### [Instructions for the task]
Please return all lines in the listing holding the word "Drive".

......

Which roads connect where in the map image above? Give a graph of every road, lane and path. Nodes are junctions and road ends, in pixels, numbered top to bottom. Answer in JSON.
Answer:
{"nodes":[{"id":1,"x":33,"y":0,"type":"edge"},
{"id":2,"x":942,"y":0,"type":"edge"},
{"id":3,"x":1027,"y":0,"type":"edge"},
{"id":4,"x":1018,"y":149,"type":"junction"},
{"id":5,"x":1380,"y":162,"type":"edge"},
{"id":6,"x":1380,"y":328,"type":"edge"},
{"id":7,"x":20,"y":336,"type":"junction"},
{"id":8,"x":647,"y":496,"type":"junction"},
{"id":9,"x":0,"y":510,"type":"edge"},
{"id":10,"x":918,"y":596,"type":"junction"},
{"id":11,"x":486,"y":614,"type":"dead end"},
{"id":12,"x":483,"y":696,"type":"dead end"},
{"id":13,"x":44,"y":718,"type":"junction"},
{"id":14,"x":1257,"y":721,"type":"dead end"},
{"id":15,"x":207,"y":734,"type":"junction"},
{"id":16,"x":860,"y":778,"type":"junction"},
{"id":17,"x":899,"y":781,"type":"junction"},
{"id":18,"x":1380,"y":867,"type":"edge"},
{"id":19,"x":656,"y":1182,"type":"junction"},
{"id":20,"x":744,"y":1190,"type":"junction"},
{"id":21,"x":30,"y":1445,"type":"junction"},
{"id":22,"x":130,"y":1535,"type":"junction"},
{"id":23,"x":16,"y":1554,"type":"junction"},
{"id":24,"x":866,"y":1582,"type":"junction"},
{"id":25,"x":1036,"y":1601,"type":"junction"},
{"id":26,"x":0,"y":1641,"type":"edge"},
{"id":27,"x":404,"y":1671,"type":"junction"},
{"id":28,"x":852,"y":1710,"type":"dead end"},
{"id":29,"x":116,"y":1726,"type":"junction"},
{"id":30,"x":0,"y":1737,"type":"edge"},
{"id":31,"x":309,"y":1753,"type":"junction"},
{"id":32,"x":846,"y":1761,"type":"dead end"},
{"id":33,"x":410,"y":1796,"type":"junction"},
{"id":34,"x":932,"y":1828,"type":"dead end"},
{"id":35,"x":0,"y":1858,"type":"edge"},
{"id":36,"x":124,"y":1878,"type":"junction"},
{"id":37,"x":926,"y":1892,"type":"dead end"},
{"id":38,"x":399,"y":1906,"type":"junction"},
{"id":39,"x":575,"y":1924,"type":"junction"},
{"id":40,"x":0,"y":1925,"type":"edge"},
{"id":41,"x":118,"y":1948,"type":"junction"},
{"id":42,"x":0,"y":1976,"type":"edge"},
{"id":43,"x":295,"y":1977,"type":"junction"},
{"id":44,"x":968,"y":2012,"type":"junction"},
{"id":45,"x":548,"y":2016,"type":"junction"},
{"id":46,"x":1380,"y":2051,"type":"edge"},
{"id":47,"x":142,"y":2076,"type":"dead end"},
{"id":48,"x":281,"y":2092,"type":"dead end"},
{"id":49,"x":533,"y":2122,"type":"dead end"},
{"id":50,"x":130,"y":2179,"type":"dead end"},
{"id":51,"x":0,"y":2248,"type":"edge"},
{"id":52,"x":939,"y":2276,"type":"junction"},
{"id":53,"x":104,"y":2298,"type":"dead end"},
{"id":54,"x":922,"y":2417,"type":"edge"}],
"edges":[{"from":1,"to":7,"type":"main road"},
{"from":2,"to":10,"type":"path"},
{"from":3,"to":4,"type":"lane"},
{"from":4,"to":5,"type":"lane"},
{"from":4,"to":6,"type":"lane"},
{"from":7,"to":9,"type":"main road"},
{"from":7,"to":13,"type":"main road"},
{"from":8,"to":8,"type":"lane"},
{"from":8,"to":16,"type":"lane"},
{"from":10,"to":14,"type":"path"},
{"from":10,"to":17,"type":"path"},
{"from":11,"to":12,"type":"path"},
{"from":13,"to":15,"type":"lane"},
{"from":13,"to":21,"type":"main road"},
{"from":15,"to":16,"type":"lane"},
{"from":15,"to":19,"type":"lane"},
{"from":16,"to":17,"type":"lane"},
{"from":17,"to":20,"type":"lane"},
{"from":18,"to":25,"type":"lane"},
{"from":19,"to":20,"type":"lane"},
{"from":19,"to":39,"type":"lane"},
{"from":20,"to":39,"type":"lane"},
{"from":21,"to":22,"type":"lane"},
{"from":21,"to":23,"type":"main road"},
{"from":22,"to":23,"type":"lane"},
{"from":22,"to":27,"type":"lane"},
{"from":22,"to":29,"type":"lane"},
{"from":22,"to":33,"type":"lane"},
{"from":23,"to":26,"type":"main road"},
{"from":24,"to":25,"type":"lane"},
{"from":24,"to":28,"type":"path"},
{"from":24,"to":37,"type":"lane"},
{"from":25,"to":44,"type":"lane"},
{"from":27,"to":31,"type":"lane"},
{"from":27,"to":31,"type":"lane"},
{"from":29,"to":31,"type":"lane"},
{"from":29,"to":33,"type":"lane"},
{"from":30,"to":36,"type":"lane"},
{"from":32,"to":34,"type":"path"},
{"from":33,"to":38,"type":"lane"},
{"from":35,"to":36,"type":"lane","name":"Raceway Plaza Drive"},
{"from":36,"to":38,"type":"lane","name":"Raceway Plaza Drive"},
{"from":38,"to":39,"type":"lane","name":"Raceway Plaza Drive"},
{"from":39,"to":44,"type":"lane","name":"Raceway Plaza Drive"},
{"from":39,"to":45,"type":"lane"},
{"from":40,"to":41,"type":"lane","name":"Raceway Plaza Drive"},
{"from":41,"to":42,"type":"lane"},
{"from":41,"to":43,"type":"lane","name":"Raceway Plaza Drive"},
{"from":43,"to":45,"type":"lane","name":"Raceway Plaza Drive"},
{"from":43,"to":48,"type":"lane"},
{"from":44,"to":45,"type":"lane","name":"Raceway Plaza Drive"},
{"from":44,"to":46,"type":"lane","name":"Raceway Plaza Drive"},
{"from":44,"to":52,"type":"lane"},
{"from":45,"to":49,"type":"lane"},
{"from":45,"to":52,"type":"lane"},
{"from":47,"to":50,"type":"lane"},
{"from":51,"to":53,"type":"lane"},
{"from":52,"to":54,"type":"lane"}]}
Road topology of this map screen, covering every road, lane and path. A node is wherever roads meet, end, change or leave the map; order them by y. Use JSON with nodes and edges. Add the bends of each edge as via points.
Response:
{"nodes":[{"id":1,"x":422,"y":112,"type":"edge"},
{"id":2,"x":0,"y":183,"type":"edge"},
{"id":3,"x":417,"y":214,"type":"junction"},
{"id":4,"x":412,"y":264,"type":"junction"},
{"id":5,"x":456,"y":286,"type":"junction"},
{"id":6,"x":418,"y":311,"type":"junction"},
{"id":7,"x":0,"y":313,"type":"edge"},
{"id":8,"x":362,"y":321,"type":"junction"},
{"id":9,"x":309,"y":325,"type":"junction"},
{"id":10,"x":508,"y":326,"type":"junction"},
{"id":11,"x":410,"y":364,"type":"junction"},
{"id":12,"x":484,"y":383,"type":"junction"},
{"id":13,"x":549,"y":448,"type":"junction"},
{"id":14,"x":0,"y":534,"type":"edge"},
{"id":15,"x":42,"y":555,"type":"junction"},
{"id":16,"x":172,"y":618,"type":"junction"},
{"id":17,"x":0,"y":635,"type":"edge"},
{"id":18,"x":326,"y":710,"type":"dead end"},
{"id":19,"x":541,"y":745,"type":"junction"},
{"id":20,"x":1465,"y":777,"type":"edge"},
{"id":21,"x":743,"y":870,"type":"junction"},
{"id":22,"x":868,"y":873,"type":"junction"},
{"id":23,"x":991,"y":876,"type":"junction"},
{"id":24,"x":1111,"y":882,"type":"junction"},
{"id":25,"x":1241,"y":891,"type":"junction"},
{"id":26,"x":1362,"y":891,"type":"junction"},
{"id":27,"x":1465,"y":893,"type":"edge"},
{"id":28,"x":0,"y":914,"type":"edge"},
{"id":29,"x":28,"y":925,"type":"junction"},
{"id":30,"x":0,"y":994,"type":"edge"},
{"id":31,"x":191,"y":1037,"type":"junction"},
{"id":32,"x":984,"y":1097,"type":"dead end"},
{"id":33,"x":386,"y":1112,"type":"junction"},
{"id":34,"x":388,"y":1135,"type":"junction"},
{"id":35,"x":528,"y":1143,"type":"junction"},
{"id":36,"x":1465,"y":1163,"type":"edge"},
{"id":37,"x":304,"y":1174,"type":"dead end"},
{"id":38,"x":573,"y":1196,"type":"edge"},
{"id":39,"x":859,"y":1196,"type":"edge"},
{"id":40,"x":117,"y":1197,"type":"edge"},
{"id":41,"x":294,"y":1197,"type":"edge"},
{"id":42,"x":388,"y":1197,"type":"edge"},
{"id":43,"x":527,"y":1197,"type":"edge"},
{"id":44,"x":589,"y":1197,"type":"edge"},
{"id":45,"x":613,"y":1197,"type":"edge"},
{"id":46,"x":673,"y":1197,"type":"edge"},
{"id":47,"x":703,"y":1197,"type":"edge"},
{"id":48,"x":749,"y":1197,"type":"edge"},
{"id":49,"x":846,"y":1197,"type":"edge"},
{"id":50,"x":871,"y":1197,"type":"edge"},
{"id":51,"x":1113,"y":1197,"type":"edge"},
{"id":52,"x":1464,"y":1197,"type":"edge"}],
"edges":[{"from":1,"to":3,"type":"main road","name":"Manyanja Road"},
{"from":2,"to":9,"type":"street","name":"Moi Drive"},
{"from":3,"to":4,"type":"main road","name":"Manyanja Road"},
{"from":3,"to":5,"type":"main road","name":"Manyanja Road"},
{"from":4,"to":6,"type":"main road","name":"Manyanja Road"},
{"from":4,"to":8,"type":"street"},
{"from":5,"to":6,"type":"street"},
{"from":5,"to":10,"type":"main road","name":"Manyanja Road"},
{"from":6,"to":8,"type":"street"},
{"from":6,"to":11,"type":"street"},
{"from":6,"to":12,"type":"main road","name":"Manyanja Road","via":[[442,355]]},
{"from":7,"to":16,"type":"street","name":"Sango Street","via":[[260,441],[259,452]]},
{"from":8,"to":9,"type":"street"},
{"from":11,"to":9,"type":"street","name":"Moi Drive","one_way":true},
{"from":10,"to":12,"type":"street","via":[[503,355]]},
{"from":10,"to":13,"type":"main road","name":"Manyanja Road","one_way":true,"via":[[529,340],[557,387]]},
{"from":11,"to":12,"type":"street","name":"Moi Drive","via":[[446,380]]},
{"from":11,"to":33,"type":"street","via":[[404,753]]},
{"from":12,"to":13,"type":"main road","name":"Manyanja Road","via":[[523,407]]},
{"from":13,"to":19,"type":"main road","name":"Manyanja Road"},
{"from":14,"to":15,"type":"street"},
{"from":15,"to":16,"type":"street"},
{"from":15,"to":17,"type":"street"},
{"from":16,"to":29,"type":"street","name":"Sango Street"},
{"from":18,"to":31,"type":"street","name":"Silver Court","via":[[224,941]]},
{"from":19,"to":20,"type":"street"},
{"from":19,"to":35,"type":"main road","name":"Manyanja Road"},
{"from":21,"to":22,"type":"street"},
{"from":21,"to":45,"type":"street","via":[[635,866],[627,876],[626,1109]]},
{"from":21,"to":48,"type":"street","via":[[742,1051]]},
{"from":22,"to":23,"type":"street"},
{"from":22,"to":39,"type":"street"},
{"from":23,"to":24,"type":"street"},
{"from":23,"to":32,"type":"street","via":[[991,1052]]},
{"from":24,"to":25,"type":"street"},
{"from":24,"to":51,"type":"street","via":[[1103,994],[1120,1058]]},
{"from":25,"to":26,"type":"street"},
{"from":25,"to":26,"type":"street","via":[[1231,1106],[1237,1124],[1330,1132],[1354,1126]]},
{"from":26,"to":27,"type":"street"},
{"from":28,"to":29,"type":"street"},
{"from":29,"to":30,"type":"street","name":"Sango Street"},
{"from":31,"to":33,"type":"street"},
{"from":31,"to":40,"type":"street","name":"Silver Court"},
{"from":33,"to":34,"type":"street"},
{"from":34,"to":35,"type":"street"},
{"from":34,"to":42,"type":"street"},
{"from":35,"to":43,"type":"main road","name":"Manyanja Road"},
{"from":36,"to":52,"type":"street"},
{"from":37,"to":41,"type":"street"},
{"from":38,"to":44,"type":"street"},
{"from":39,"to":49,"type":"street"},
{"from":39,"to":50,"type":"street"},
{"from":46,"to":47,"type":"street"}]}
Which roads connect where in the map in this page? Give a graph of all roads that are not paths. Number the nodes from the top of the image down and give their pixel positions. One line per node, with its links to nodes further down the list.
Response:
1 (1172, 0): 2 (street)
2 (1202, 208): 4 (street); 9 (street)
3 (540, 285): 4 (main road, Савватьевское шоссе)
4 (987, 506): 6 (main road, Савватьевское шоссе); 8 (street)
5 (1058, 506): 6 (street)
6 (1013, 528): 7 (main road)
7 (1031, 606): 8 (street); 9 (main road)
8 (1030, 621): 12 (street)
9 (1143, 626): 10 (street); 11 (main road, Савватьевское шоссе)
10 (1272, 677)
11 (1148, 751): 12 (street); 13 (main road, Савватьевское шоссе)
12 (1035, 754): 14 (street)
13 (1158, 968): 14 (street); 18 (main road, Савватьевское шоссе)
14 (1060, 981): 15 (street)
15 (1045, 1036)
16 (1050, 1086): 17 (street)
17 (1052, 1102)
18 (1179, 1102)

......

### [Response below]
{"from":35,"to":36,"type":"lane","name":"Raceway Plaza Drive"},
{"from":36,"to":38,"type":"lane","name":"Raceway Plaza Drive"},
{"from":38,"to":39,"type":"lane","name":"Raceway Plaza Drive"},
{"from":39,"to":44,"type":"lane","name":"Raceway Plaza Drive"},
{"from":40,"to":41,"type":"lane","name":"Raceway Plaza Drive"},
{"from":41,"to":43,"type":"lane","name":"Raceway Plaza Drive"},
{"from":43,"to":45,"type":"lane","name":"Raceway Plaza Drive"},
{"from":44,"to":45,"type":"lane","name":"Raceway Plaza Drive"},
{"from":44,"to":46,"type":"lane","name":"Raceway Plaza Drive"},
{"from":2,"to":9,"type":"street","name":"Moi Drive"},
{"from":11,"to":9,"type":"street","name":"Moi Drive","one_way":true},
{"from":11,"to":12,"type":"street","name":"Moi Drive","via":[[446,380]]},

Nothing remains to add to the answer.